**Collected data**
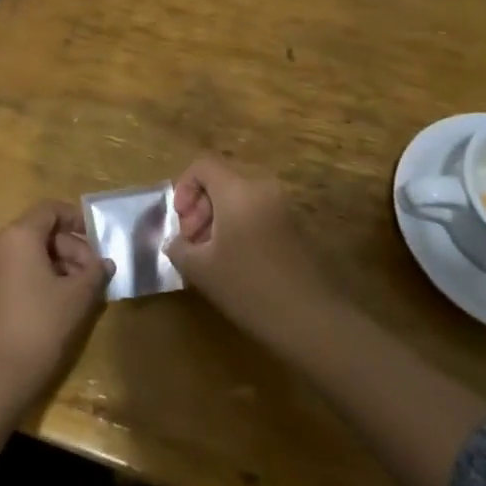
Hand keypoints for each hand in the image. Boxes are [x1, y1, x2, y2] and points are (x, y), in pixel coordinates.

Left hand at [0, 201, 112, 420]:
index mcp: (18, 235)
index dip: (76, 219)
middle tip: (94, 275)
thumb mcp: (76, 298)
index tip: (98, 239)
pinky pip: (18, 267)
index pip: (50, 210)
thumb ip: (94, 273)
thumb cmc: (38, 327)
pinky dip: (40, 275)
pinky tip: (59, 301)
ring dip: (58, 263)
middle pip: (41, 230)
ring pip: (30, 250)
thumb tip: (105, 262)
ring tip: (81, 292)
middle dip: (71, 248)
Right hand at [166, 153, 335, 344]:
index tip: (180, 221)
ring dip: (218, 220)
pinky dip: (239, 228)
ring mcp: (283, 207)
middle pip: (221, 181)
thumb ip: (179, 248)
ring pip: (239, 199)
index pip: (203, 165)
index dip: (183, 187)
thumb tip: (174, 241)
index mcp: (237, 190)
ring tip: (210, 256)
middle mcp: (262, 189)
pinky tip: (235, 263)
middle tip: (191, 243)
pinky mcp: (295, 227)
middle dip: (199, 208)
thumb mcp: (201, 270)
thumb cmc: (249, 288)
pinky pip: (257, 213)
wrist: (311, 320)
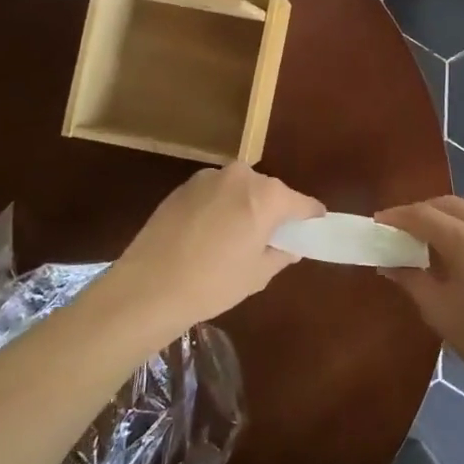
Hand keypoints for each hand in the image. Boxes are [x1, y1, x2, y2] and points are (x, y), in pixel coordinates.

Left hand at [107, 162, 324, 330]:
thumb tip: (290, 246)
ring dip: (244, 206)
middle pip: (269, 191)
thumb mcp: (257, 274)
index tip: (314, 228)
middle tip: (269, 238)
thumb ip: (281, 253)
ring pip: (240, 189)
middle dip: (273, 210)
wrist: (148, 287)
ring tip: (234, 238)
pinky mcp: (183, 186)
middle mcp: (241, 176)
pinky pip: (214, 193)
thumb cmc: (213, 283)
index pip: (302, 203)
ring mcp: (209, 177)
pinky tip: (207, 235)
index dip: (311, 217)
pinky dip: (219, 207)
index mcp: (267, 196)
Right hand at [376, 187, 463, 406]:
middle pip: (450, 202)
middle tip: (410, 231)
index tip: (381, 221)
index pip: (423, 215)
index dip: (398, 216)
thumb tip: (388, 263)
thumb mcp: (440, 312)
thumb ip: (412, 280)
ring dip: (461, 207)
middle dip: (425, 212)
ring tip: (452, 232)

---

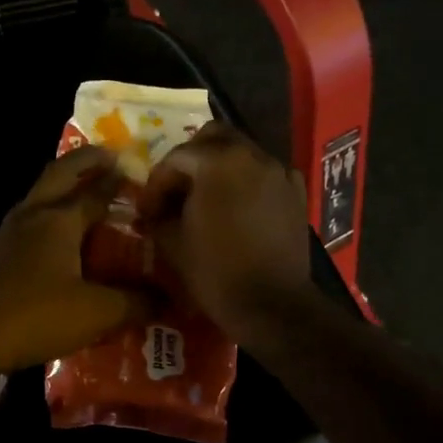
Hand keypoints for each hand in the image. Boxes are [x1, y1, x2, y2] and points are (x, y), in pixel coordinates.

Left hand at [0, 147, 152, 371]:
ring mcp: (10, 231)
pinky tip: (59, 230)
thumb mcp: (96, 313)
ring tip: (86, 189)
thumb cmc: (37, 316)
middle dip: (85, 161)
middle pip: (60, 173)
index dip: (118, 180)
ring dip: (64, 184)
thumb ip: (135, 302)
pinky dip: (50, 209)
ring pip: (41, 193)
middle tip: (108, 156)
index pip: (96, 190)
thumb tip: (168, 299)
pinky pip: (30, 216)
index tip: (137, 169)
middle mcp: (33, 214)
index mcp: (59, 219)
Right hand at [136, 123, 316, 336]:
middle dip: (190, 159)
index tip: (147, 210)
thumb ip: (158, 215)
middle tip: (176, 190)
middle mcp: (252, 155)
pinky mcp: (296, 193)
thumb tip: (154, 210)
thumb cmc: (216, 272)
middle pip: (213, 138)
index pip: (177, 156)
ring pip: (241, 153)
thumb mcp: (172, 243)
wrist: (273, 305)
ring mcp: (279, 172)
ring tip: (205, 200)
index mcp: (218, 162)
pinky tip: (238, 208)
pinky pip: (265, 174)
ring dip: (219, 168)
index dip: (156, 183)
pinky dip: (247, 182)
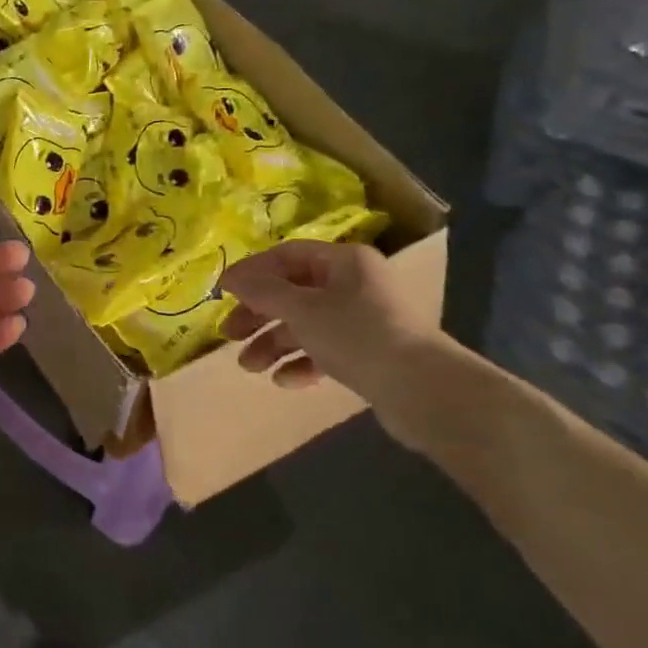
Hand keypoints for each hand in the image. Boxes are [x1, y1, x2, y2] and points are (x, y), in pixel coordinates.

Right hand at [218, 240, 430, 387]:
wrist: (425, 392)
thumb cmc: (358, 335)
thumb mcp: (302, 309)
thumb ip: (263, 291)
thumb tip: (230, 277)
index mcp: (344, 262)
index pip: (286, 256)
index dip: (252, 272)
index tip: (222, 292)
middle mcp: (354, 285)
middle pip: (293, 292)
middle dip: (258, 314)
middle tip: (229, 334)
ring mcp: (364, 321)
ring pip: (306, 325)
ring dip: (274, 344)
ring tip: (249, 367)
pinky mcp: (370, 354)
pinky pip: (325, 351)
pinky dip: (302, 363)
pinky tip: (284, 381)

==

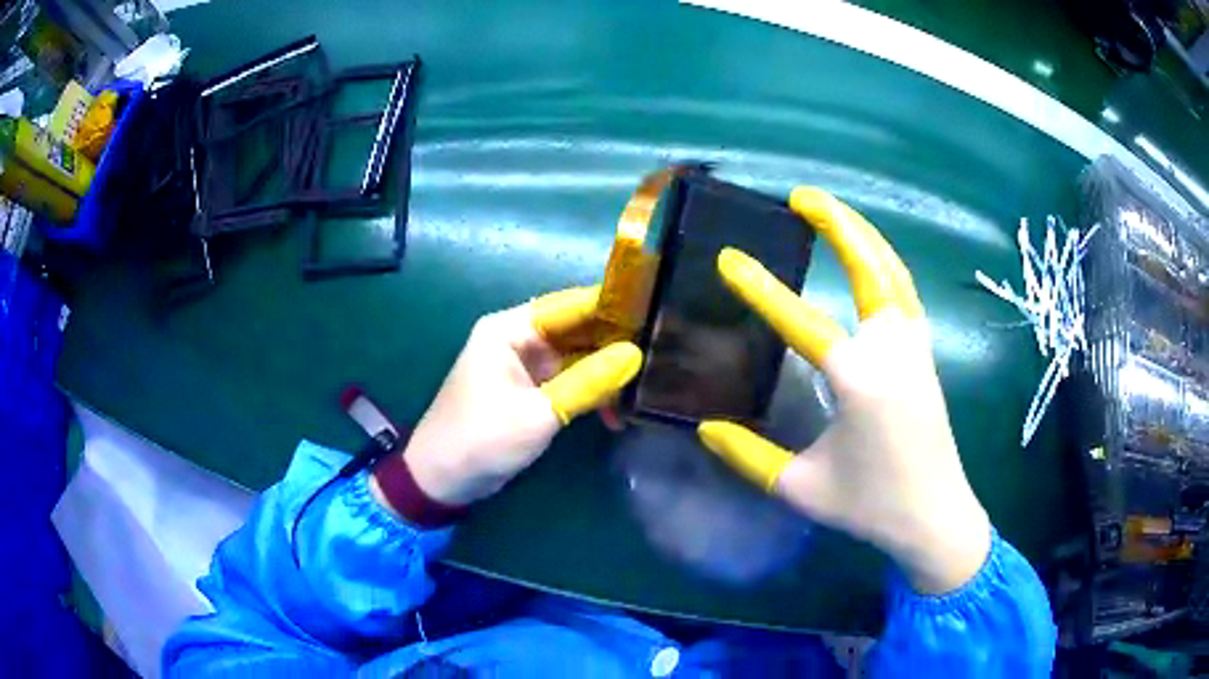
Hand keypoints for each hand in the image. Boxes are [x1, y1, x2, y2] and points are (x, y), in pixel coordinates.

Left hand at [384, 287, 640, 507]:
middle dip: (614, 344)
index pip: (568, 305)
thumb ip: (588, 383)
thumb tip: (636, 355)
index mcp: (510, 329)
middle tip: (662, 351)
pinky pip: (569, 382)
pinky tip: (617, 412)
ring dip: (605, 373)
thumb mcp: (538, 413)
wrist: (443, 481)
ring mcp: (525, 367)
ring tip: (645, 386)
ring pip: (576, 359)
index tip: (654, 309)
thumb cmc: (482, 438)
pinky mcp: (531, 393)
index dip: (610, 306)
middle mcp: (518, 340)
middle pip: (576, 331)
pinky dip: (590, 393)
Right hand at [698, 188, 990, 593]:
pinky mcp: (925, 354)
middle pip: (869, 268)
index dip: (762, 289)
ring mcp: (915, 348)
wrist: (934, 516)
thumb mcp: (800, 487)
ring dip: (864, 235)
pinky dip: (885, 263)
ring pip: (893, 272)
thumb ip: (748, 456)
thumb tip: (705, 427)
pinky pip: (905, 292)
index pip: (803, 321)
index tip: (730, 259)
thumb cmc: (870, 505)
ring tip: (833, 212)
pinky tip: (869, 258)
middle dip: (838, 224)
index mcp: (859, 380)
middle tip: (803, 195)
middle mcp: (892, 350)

**WHAT YOU HAVE TO DO**
With the line holding "wrist: (934, 516)" as the first and the line holding "middle mcp: (892, 350)" as the last, set down that range of the entries above exactly, and nothing else.

**SOLVED EXERCISE**
wrist: (934, 516)
thumb mcp: (800, 487)
ring dip: (864, 235)
pinky dip: (885, 263)
ring pip: (893, 272)
thumb ip: (748, 456)
thumb tip: (705, 427)
pinky pip: (905, 292)
index pip: (803, 321)
index tip: (730, 259)
thumb cmc: (870, 505)
ring tip: (833, 212)
pinky tip: (869, 258)
middle dip: (838, 224)
index mcp: (859, 380)
middle tip: (803, 195)
middle mcp: (892, 350)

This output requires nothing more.